“El día de la audiencia con el papa Francisco llegamos con mi esposa a El Vaticano a las 9 de la mañana. La salida a la explanada de la plaza ya nos emocionó muchísimo: la multitud apostada a unos 50 metros permite dimensionar el privilegio de hablar con el sucesor de Pedro.

Una repentina ovación, que nos estremeció a todos, precedió la aparición del Papamóvil. A su paso, la gente se movía como una marea. Durante unos 20 minutos, Francisco recorrió la plaza; besó a los chicos, bendijo y saludó a todos. Lo que su persona causa es indescriptible: hay que verlo para entenderlo. Quizá sea la sensación de cercanía o, quizá, su carisma semejante al de Juan Pablo II. Y con este comentario creo que no sería injusto con Benedicto XVI, que fue un gran Papa.

Cuando terminó de predicar -ese día habló de la Eucaristía, pero, fiel a su costumbre, empezó el discurso con una broma sobre el mal clima-, Francisco se acercó a las vallas que nos separaban.
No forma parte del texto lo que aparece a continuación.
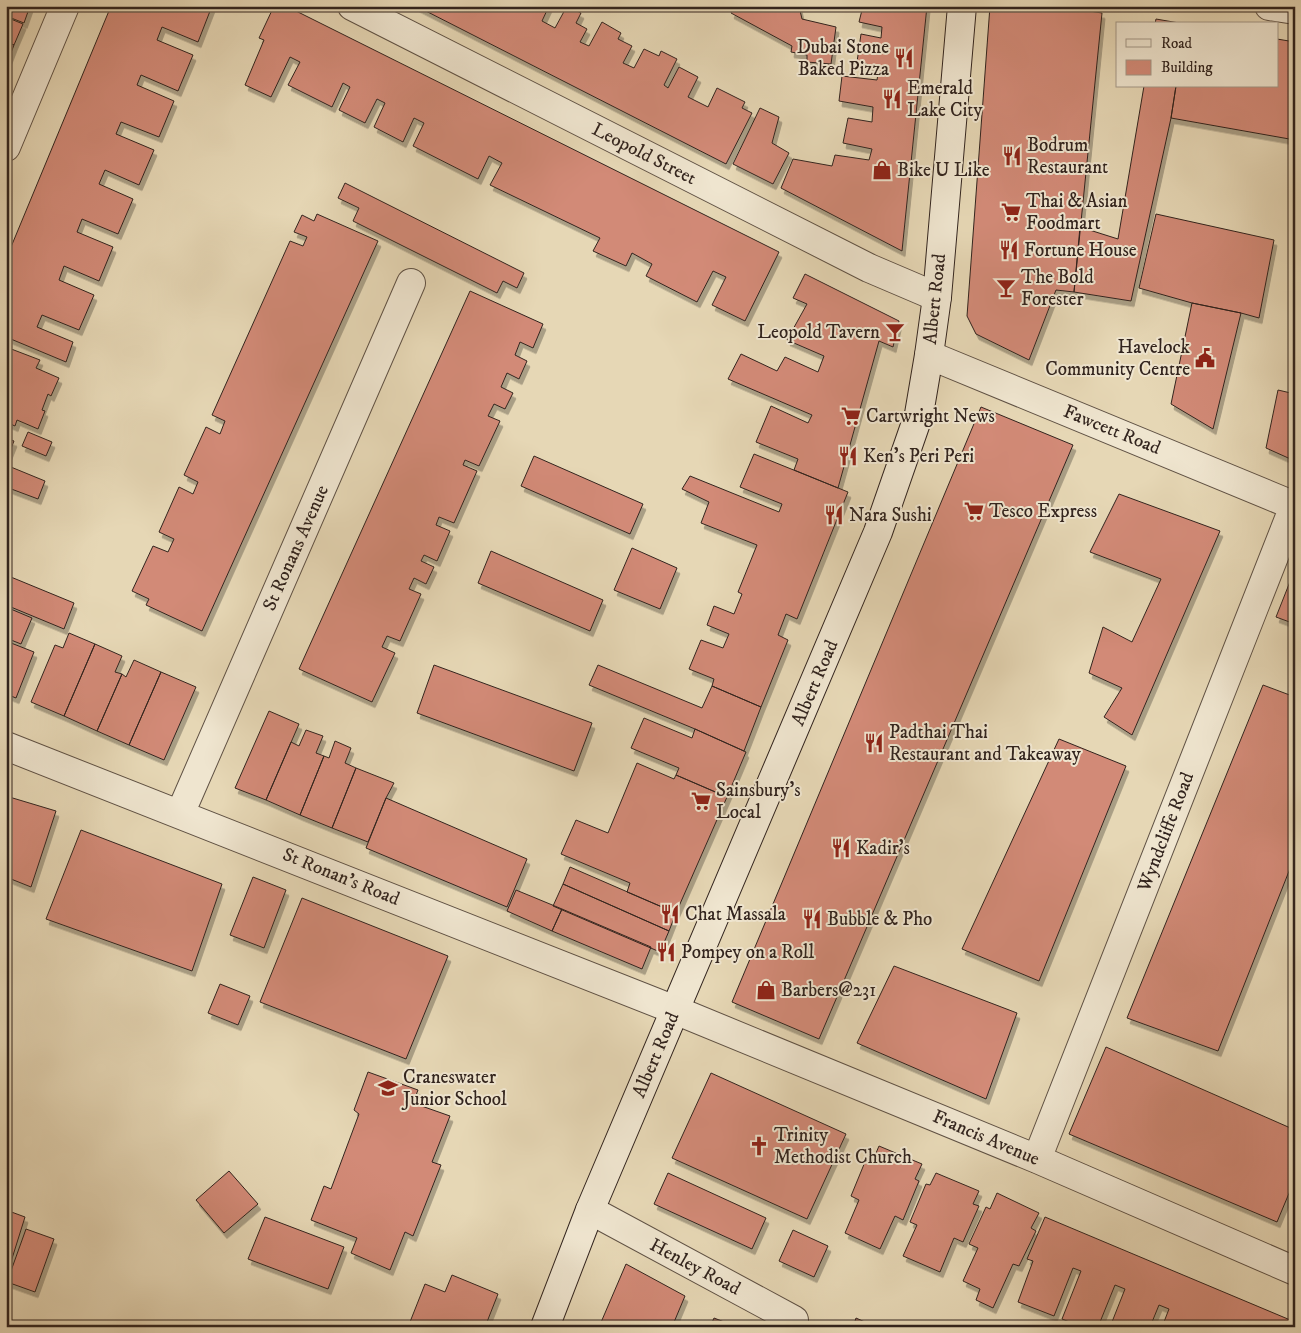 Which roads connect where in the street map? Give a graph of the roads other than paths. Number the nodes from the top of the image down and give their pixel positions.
1 (65, 6) edge
2 (352, 6) edge
3 (962, 6) edge
4 (1269, 6) edge
5 (1295, 10) edge
6 (6, 147) edge
7 (411, 283) dead end
8 (937, 298) junction
9 (929, 355) junction
10 (1295, 506) edge
11 (6, 746) edge
12 (180, 814) junction
13 (676, 1010) junction
14 (1037, 1159) junction
15 (590, 1210) junction
16 (1295, 1271) edge
17 (545, 1327) edge
18 (792, 1327) edge

1 - 6 street
2 - 8 street, Leopold Street
3 - 8 street, Albert Road
4 - 5 street
7 - 12 street, St Ronans Avenue
8 - 9 street, Albert Road
9 - 10 street, Fawcett Road
9 - 13 street, Albert Road
10 - 14 street, Wyndcliffe Road
11 - 12 street, St Ronan's Road
12 - 13 street, St Ronan's Road
13 - 14 street, Francis Avenue
13 - 15 street, Albert Road
14 - 16 street, Francis Avenue
15 - 17 street, Albert Road
15 - 18 street, Henley Road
Mi corazón empezó a latir con más fuerza al ver que el Papa atendía en orden a todos y que, al advertir mi presencia detrás de un grupo de mujeres, me miró y me estiró su mano. En ese instante tuve la sensación de que el tiempo se había parado. Sin perder un instante de esa maravillosa y fugaz oportunidad, le dije: ‘Santo Padre Jorge, le traigo un mensaje del fin del mundo, de la Fazenda de la Esperanza y de la Pastoral Social de la Arquidiócesis de Tucumán’. Antes de seguir con los saludos, me contestó: ‘rezá por mí’”.